Head and neck cancer patients comprise a unique subset of the facial paralysis population. This 20-year series examines risk factors, reconstructive strategies, and their outcomes.
We conducted a retrospective review of all head and neck cancer patients at a tertiary cancer center from 2000-2020 who underwent reconstructive procedures for facial paralysis.
RESULTS: 270 total patients were included. Average age was 64.0 +/- 15.3 years. Medical comorbidities included coronary artery disease (17.4%), type 2 DM (16.0%), hypertension (50.4%), and active smoking (16.7%). Most patients underwent total parotidectomy (71.3%) and temporal bone resection (62.8%). 61.5% presented with preoperative palsy. 23.0% had previous radiation and 60.4% underwent adjuvant radiation. 95.6% underwent free flap soft tissue reconstruction, most commonly with the anterolateral thigh free flap (85.2%). Nerve reconstruction was performed with nerve grafting in 43.7% of patients, primary nerve repair in 8.2%, and nerve transfer in 1.9%. Static procedures including facial slings (59.6%), upper eyelid gold weight placement (48.5%), and lateral tarsal strip (38.5%) were utilized as adjunct procedures.
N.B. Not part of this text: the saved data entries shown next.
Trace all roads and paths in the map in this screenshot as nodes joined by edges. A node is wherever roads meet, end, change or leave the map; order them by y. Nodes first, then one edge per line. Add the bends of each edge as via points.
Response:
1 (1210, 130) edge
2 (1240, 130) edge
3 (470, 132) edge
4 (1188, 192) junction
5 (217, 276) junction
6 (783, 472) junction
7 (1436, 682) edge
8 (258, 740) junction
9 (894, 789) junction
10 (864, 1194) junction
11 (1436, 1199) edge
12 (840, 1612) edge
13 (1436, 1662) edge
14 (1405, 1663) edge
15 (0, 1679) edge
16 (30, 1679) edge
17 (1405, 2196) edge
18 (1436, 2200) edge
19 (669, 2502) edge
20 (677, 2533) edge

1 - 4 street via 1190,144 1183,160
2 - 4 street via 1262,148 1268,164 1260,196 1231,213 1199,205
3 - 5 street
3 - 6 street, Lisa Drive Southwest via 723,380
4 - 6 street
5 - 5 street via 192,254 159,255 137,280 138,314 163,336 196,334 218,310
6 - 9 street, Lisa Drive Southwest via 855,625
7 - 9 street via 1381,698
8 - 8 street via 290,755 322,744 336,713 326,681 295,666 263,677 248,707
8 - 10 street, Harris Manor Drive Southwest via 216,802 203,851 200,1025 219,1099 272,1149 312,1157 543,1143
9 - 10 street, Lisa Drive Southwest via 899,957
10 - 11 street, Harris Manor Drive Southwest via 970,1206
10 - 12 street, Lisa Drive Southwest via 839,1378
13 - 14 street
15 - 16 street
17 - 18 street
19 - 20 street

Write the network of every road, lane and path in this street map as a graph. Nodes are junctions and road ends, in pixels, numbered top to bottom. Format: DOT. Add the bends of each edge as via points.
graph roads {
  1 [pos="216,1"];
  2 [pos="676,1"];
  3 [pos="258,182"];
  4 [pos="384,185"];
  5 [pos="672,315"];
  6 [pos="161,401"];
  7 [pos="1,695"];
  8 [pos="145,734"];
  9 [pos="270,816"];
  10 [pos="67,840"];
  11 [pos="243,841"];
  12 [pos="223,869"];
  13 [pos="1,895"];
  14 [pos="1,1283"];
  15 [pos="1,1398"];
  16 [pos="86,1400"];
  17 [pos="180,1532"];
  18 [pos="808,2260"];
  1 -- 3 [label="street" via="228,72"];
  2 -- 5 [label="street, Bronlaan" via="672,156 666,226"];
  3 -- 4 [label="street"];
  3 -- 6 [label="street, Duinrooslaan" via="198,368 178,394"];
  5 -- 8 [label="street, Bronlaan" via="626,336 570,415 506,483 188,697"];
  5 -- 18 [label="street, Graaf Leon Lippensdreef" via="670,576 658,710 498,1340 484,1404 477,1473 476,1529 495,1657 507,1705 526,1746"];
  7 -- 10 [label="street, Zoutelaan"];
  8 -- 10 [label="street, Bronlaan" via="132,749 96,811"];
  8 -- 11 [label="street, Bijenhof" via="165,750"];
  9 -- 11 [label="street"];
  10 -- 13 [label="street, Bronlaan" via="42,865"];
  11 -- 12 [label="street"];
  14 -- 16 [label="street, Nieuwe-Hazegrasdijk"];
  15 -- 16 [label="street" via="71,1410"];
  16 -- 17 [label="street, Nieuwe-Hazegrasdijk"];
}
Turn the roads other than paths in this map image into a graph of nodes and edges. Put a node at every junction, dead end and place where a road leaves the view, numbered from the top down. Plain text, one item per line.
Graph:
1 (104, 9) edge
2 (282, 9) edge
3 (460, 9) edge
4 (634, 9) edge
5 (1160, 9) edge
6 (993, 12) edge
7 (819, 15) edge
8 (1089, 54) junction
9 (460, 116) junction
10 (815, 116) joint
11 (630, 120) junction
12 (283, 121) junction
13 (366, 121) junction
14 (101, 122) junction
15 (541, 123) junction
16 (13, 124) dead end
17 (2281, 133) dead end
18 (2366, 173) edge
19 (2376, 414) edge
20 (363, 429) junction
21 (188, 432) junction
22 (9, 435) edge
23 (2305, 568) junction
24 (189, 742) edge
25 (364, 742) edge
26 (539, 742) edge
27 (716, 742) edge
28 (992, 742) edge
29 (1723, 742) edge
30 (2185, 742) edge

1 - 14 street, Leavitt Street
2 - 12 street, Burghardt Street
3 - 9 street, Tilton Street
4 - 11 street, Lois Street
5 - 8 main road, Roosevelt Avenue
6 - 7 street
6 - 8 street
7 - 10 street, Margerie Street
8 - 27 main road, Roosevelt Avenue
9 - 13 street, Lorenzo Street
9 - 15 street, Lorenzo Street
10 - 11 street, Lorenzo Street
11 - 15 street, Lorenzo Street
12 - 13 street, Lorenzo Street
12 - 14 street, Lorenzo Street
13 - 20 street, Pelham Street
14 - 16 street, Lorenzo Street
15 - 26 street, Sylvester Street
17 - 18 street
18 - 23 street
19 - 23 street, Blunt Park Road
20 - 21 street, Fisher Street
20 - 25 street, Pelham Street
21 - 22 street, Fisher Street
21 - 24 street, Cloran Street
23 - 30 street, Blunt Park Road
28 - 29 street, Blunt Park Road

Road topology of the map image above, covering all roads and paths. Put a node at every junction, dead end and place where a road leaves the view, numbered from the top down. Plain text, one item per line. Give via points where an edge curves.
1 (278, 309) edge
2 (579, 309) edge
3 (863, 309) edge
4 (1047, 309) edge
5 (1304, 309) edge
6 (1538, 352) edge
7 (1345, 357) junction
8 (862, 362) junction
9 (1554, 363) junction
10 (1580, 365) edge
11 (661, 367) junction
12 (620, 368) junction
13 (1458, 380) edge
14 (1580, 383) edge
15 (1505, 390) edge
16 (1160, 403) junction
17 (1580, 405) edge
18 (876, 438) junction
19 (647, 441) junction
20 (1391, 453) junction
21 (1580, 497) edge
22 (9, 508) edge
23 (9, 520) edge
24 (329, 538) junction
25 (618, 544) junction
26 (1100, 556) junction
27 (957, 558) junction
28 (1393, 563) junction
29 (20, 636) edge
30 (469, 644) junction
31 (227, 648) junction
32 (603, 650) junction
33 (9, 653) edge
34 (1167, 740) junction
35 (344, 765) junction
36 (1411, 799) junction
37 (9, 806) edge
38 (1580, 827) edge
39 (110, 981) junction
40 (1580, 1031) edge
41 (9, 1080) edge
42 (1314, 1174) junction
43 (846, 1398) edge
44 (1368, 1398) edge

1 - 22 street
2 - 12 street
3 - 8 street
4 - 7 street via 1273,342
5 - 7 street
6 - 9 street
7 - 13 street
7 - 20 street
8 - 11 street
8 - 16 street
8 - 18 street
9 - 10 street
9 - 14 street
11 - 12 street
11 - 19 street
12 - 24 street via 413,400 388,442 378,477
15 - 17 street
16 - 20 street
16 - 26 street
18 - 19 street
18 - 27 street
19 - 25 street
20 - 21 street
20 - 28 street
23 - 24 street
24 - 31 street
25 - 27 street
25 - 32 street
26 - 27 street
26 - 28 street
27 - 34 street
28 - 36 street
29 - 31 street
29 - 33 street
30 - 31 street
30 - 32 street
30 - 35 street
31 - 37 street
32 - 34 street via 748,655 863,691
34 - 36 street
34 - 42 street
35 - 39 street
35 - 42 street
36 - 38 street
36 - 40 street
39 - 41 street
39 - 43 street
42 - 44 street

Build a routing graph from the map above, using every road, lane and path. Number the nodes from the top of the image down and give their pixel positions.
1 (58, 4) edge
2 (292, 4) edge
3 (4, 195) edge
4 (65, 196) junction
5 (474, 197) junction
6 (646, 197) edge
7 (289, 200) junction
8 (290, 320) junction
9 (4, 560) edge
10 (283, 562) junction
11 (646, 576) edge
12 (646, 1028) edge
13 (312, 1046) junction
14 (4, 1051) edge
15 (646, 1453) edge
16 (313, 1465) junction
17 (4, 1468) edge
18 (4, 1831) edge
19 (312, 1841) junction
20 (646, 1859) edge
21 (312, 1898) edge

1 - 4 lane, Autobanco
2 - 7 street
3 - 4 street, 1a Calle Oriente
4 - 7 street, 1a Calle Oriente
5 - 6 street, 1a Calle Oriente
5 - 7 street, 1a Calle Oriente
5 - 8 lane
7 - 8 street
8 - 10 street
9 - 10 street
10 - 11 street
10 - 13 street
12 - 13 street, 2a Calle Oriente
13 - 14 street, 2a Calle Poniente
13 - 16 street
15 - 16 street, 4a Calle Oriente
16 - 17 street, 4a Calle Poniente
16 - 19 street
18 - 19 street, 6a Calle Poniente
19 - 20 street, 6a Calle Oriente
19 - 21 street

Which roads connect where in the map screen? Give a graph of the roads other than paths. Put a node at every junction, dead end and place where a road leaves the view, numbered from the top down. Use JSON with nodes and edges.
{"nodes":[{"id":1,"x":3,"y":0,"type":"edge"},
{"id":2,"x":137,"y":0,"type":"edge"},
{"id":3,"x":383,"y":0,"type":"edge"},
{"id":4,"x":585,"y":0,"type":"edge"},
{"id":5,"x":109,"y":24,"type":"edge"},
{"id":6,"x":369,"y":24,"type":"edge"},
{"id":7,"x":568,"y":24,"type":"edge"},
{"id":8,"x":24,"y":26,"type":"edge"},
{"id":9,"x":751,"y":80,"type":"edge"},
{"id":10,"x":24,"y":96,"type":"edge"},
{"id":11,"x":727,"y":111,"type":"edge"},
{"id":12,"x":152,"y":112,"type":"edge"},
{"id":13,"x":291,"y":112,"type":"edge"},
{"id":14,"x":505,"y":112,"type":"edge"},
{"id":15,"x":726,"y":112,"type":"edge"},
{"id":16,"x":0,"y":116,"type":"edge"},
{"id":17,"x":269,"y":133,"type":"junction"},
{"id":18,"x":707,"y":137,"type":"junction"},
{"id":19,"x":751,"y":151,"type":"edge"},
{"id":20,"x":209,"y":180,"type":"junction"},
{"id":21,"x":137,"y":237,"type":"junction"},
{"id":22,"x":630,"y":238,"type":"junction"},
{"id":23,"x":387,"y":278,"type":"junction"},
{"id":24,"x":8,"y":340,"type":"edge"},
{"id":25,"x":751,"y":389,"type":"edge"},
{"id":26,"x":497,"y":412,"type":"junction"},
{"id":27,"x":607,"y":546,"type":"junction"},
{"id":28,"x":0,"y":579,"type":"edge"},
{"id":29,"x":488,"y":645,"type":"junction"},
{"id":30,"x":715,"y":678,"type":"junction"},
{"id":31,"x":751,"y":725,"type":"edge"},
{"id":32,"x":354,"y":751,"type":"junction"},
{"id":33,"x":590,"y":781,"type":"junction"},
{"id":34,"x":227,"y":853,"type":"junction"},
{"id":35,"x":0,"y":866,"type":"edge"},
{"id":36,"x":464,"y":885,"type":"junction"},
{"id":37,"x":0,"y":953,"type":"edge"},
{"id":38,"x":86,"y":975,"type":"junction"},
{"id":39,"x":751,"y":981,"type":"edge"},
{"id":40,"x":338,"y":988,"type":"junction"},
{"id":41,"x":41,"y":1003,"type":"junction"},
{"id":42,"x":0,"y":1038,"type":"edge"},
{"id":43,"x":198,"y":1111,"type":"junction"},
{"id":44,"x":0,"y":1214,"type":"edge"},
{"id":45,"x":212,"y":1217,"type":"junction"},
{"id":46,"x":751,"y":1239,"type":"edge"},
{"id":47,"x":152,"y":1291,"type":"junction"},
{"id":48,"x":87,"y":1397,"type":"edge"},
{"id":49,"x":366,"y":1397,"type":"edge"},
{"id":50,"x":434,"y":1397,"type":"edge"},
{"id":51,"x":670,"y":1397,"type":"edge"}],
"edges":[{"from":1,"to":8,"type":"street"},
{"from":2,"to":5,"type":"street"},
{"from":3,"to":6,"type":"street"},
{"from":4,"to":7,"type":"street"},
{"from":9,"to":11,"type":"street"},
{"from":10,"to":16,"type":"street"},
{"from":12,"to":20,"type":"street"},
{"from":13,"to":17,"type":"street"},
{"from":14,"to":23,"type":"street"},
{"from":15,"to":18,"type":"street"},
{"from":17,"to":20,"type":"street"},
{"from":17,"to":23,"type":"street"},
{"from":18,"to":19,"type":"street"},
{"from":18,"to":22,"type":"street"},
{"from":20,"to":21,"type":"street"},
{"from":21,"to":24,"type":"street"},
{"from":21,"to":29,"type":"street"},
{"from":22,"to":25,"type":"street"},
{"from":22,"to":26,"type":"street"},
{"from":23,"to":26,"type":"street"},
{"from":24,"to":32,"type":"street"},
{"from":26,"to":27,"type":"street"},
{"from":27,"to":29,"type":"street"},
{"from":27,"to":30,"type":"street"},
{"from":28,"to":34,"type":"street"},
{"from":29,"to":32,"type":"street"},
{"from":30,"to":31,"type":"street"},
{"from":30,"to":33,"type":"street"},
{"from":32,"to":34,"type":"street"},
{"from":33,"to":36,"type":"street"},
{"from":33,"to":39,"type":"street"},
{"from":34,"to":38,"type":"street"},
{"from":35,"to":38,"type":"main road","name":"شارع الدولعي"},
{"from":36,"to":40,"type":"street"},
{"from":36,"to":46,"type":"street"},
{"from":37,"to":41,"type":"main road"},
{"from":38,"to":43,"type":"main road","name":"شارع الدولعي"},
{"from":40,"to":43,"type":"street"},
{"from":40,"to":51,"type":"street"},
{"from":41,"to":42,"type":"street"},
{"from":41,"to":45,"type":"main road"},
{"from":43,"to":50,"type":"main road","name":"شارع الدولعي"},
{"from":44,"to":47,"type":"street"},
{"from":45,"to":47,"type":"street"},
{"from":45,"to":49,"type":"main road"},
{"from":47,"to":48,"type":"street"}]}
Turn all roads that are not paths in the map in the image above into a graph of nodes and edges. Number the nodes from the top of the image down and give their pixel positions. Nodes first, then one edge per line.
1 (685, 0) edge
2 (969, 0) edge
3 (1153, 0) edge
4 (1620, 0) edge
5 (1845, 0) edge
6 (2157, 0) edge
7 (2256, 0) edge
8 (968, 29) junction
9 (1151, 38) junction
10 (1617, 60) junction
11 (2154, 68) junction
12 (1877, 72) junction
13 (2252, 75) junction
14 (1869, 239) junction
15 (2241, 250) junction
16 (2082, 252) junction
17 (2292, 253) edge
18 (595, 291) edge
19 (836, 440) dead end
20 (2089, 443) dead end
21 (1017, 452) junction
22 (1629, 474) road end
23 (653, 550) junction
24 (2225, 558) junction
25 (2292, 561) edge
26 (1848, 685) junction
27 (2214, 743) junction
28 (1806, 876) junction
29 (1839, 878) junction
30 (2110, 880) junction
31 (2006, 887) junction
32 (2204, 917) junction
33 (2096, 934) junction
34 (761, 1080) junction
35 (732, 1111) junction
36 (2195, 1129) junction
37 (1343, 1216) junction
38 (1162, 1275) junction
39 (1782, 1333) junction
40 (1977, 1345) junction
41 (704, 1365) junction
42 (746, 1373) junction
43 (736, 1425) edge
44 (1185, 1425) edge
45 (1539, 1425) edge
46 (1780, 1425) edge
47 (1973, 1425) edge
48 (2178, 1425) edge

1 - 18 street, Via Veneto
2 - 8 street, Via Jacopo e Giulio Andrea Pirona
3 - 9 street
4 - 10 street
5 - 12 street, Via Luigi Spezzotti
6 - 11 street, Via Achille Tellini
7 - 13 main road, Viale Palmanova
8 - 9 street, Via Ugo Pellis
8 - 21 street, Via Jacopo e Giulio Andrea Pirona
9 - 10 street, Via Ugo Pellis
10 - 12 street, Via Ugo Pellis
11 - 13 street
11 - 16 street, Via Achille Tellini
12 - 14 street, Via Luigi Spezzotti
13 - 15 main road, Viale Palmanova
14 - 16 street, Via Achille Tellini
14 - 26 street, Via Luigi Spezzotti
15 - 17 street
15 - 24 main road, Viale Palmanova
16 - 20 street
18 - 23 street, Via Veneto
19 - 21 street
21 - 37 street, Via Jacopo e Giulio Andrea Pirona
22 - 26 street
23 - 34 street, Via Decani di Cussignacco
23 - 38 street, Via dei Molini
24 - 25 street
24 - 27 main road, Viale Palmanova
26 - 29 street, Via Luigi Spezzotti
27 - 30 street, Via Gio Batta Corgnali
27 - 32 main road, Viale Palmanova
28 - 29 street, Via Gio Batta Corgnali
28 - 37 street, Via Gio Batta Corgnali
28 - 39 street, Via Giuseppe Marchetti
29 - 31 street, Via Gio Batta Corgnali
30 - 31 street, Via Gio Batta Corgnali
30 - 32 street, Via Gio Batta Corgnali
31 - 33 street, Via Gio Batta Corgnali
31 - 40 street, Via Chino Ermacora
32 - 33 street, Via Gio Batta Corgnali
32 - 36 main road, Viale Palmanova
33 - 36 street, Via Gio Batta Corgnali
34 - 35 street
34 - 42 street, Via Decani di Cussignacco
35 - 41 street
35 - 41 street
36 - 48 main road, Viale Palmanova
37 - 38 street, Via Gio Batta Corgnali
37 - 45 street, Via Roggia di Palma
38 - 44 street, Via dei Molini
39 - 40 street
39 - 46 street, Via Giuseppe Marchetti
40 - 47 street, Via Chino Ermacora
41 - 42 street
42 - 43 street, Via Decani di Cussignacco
Average post-operative House-Brackmann scores were the following: brow=3.7, eye=3.1, midface=3.4 and oral=3.5. For patients with total facial nerve sacrifice, a history of previous and adjuvant radiation therapy was associated with significantly worse recovery (p=0.044).
CONCLUSION: Oncologic facial paralysis patients pose unique reconstructive challenges due to their older age, medical co-morbidities, need for radiation therapy, and the concurrent soft tissue resurfacing needs. Facial nerve grafting with static procedures as adjuncts are the mainstay options for reconstruction.